FIG 3 .

Palladin compensates for Arp2/3 complex functional defects during the intracellular motility of L. monocytogenes. (A) Still frames from movies of HeLa cells transfected with mKate-LifeAct alone to visualize actin or cotransfected with mKate-LifeAct and GFP-tagged wild-type palladin, palladinK15/18/51A, or palladinFPAA constructs and infected with wild-type L. monocytogenes for at least 8 h. Bacterial movement halts immediately and comet tails disintegrate following perfusion of CK-666 (100 μM) in cells with endogenous levels of palladin. Bacterial movement and comet tails are unaffected in cells overexpressing palladin variants in the presence of CK-666 (100 μM).

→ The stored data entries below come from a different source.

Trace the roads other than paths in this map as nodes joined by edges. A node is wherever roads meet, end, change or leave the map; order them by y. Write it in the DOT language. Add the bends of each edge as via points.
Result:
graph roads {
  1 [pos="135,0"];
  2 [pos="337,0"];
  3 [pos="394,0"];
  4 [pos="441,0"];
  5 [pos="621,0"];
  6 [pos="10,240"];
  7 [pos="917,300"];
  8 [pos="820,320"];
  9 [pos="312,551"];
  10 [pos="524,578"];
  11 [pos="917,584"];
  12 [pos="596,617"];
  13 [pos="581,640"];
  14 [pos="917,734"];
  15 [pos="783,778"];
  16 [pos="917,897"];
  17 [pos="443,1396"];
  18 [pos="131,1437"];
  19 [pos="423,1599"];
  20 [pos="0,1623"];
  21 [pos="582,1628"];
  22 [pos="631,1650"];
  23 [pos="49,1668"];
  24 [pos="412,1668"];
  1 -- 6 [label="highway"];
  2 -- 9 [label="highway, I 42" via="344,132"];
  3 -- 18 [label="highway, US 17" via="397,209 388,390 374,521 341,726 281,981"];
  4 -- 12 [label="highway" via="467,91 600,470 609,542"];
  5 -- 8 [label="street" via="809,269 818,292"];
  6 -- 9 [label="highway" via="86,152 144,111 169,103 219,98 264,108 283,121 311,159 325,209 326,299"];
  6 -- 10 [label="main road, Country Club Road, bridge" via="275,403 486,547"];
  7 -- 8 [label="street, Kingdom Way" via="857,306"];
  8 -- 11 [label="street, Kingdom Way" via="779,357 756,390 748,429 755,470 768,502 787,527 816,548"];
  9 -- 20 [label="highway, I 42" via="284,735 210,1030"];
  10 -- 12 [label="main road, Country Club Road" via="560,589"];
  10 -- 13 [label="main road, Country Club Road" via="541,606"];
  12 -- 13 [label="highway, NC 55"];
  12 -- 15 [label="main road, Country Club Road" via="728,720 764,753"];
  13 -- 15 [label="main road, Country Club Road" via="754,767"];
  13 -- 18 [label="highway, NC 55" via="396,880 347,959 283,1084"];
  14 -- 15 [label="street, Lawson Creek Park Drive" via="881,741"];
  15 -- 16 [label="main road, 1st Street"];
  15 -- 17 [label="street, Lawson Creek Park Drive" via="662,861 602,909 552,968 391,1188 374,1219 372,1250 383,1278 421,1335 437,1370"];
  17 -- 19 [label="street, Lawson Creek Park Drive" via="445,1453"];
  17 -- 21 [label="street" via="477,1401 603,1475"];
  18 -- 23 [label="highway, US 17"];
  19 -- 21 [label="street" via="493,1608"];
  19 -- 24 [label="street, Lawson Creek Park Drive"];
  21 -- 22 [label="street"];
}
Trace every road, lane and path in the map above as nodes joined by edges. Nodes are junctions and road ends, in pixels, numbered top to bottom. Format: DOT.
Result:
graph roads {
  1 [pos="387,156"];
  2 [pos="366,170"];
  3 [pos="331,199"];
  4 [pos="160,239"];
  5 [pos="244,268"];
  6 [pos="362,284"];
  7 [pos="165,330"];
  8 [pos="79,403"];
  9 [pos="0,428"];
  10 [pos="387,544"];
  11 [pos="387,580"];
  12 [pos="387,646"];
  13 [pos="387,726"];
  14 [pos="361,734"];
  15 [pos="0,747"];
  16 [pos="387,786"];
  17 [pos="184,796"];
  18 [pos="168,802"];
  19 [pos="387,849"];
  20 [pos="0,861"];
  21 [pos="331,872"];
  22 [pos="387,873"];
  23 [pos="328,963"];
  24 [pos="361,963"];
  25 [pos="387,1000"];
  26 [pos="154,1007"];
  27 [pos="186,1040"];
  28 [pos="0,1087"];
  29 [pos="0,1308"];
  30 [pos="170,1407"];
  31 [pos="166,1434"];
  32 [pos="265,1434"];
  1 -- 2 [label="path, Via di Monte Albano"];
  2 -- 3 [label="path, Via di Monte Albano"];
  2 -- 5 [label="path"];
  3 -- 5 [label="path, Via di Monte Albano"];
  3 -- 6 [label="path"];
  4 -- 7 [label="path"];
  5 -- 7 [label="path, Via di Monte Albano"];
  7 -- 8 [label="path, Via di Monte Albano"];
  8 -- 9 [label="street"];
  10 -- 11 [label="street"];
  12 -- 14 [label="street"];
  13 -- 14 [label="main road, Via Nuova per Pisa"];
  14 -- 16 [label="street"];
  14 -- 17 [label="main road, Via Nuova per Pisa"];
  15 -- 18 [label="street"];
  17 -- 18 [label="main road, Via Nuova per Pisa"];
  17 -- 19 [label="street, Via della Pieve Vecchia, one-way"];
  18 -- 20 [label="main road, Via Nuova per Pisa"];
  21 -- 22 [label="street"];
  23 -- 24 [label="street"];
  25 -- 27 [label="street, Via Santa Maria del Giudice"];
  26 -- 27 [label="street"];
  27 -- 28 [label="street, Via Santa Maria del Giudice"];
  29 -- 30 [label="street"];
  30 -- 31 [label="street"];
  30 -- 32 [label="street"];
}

Open arrowheads indicate individual bacteria. Elapsed time is shown in minutes and seconds. Scale bar, 5 μm. (B and C) The effect of CK-666 (100 μM) on the instantaneous (B) and average (C) speeds of L. monocytogenes in cells with endogenous levels of palladin (red) or overexpressing GFP-tagged wild-type palladin (blue), palladinK15/18/51A (yellow), or palladinFPAA (purple) constructs. The origin of the axes indicates the final motility rate measured prior to injection of CK-666 in panel B. Injection of CK-666 significantly decreases bacterial motility rates, except in cells overexpressing wild-type palladin. The mean speed rates (C) of intracellular L. monocytogenes pre-CK-666 injection and post-CK-666 injection are as follows: 8.990 and 0.279 μm/min in mKate-LifeAct-expressing cells, 7.989 and 8.409 μm/min in wild-type palladin-expressing cells, 6.946 and 4.175 μm/min in palladinK15/18/51A-expressing cells, and 1.177 and 0.566 μm/min in palladinFPAA-expressing cells. **, P < 0.001; *, P < 0.01.